Provided material →
* * *
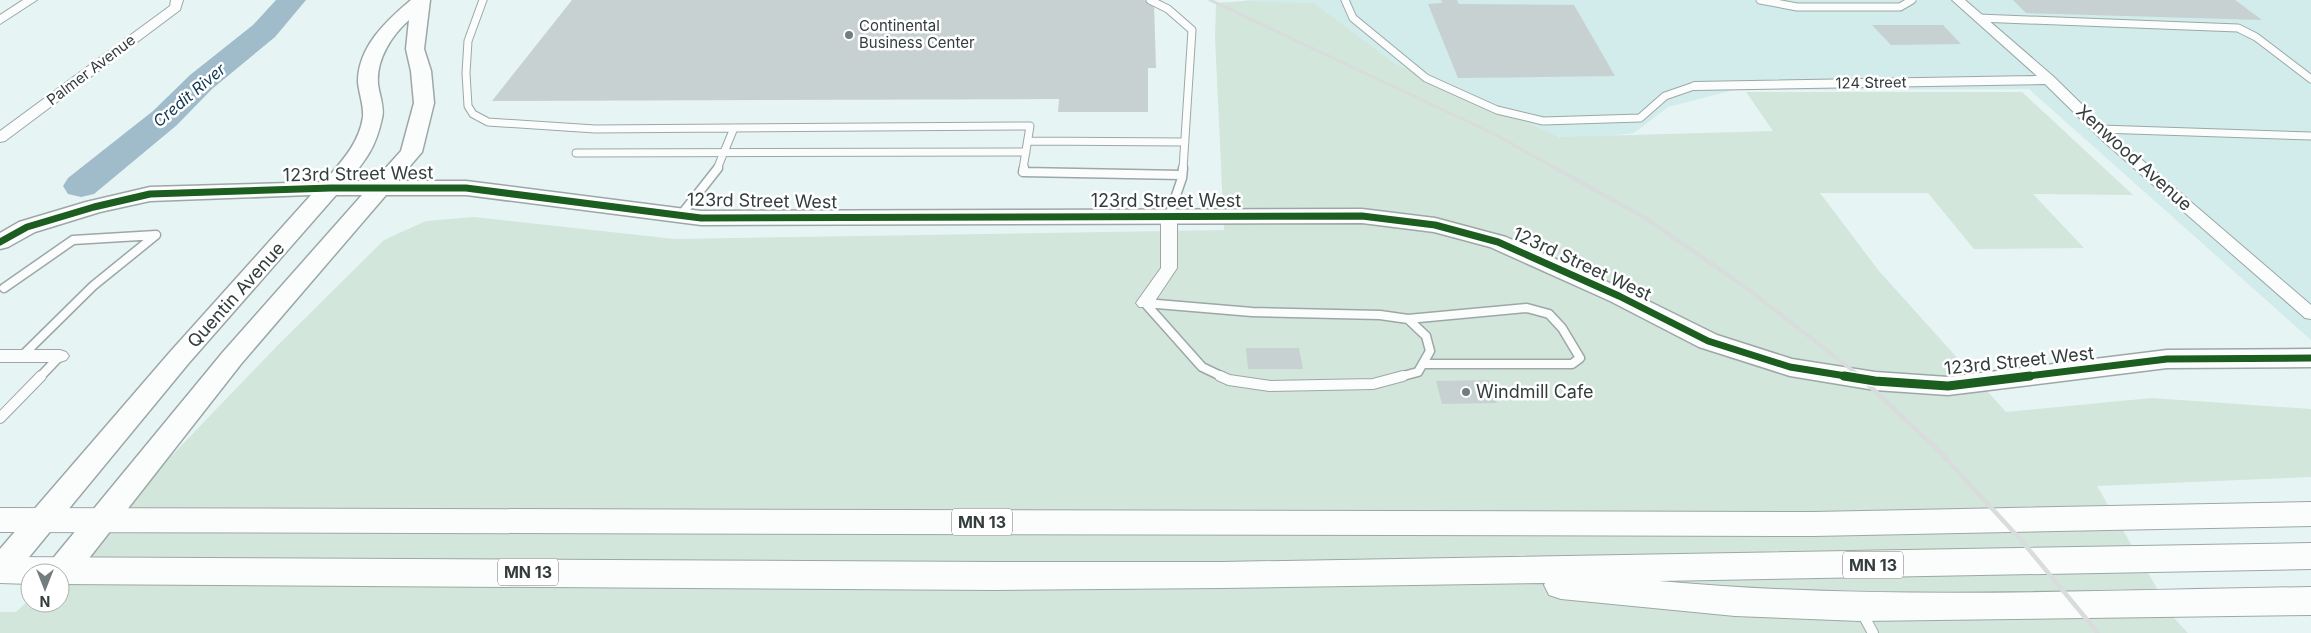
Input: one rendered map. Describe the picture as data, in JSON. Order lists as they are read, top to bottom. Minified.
* * *
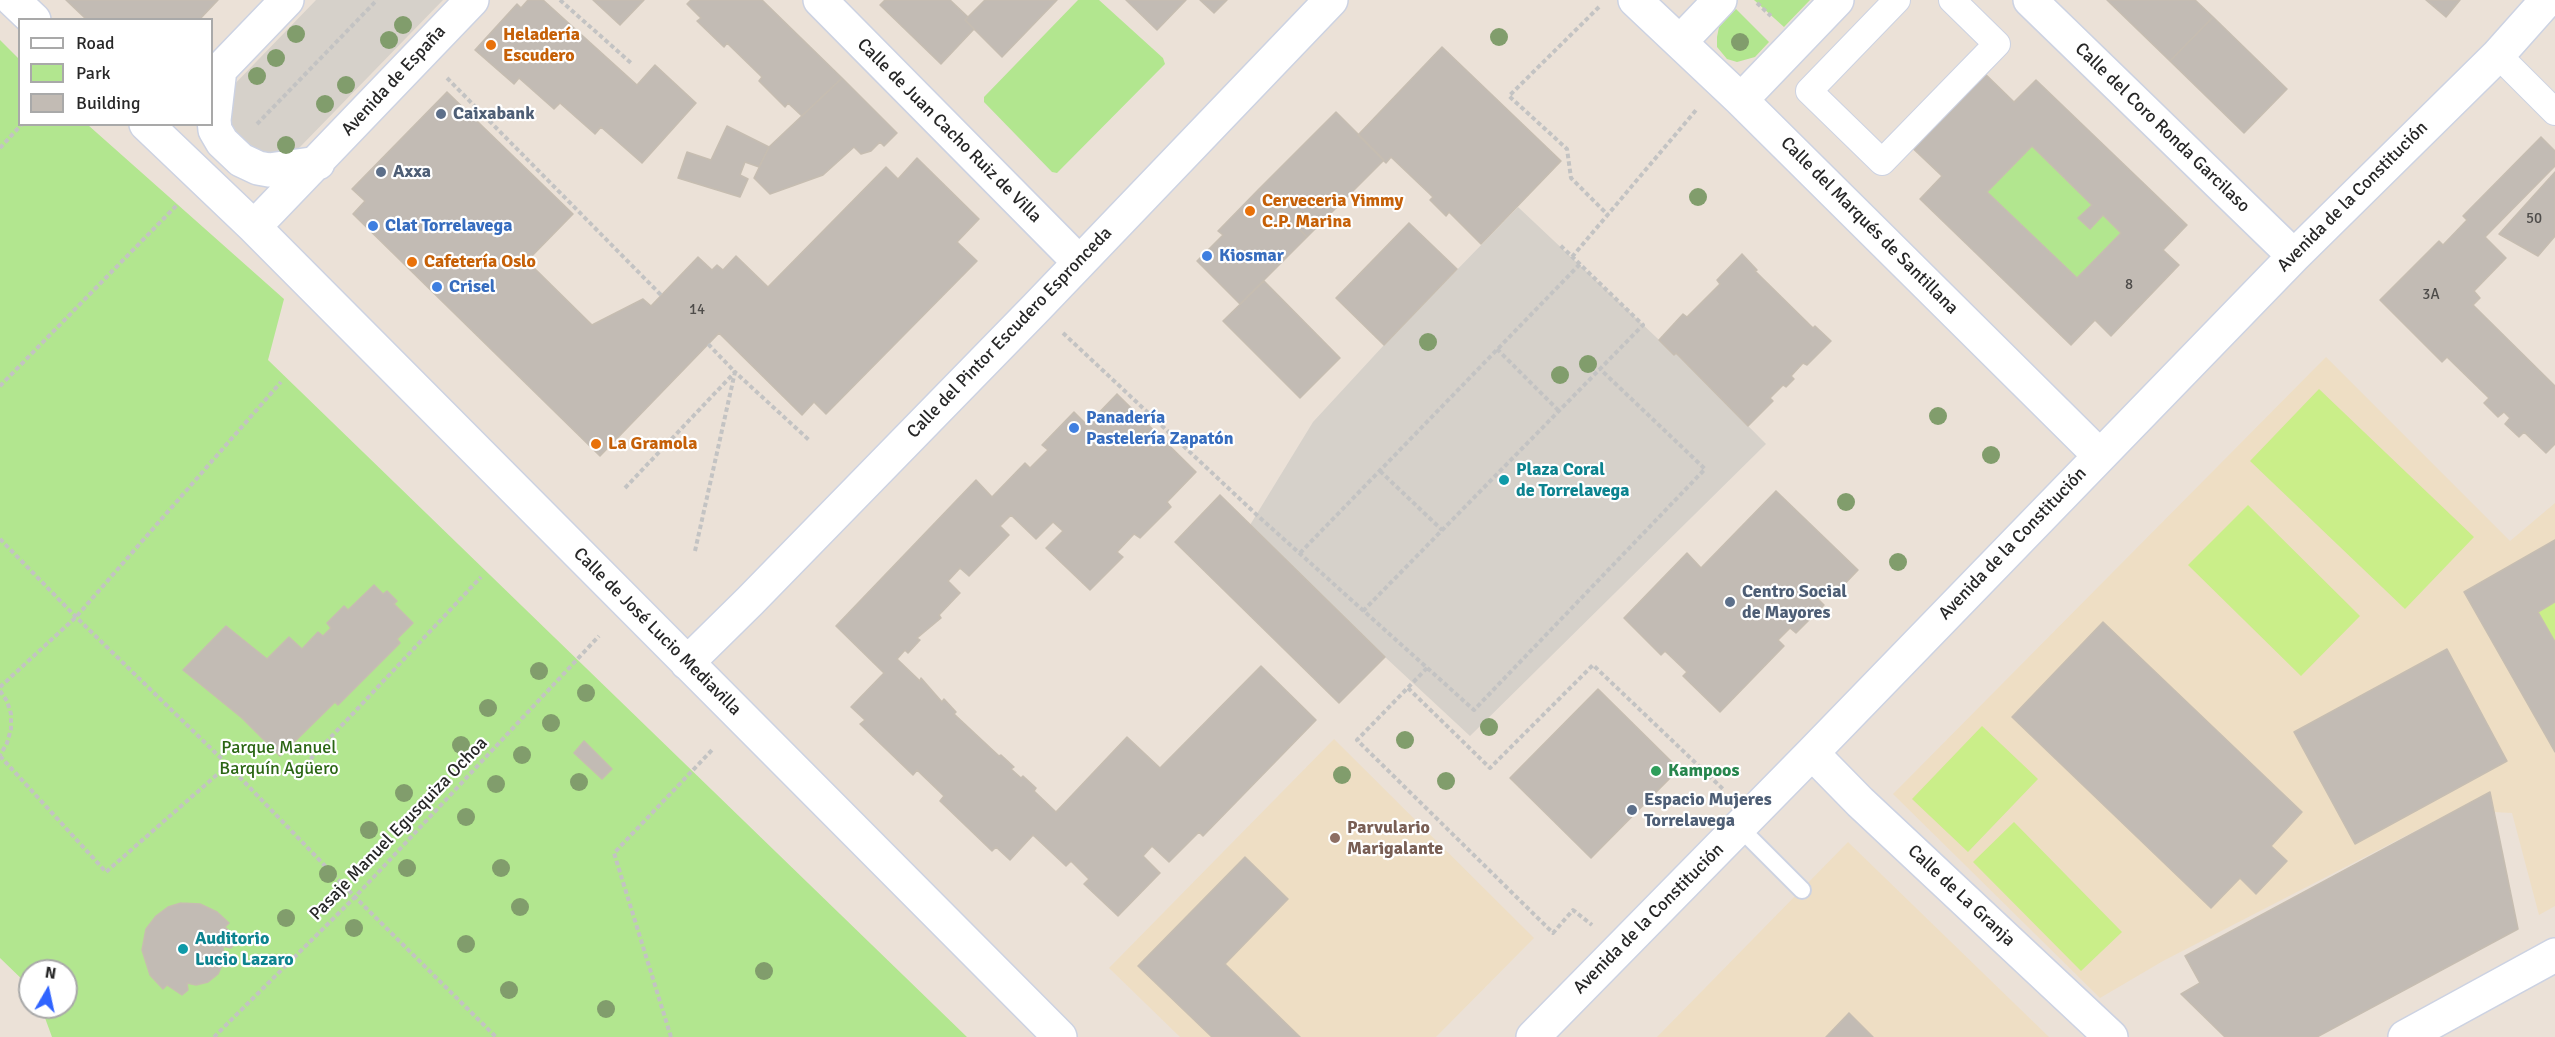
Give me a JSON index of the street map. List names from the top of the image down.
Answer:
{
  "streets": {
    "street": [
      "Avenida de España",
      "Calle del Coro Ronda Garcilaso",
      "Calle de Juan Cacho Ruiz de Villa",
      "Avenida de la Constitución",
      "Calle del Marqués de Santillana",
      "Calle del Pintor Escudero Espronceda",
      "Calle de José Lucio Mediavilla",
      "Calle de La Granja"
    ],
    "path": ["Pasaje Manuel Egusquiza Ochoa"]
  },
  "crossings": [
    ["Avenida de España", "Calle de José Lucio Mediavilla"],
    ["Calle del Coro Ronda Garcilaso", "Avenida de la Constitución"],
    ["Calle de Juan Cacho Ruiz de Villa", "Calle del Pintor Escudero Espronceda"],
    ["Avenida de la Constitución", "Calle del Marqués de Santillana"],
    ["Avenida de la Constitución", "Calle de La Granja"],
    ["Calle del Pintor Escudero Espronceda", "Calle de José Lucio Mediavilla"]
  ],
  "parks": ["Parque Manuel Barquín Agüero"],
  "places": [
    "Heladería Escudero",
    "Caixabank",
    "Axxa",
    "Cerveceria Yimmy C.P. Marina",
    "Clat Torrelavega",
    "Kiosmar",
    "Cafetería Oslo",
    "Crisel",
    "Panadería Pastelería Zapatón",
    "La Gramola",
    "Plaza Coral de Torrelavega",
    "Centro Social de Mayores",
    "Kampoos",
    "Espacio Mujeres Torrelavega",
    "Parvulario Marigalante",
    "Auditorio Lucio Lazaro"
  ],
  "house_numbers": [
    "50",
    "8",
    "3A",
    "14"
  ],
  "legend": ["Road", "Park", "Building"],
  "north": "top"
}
* * *
Exercise description →
Read through the entries and copy every line that includes "JSON".

Completed exercise →
Input: one rendered map. Describe the picture as data, in JSON. Order lists as they are read, top to bottom. Minified.
Give me a JSON index of the street map. List names from the top of the image down.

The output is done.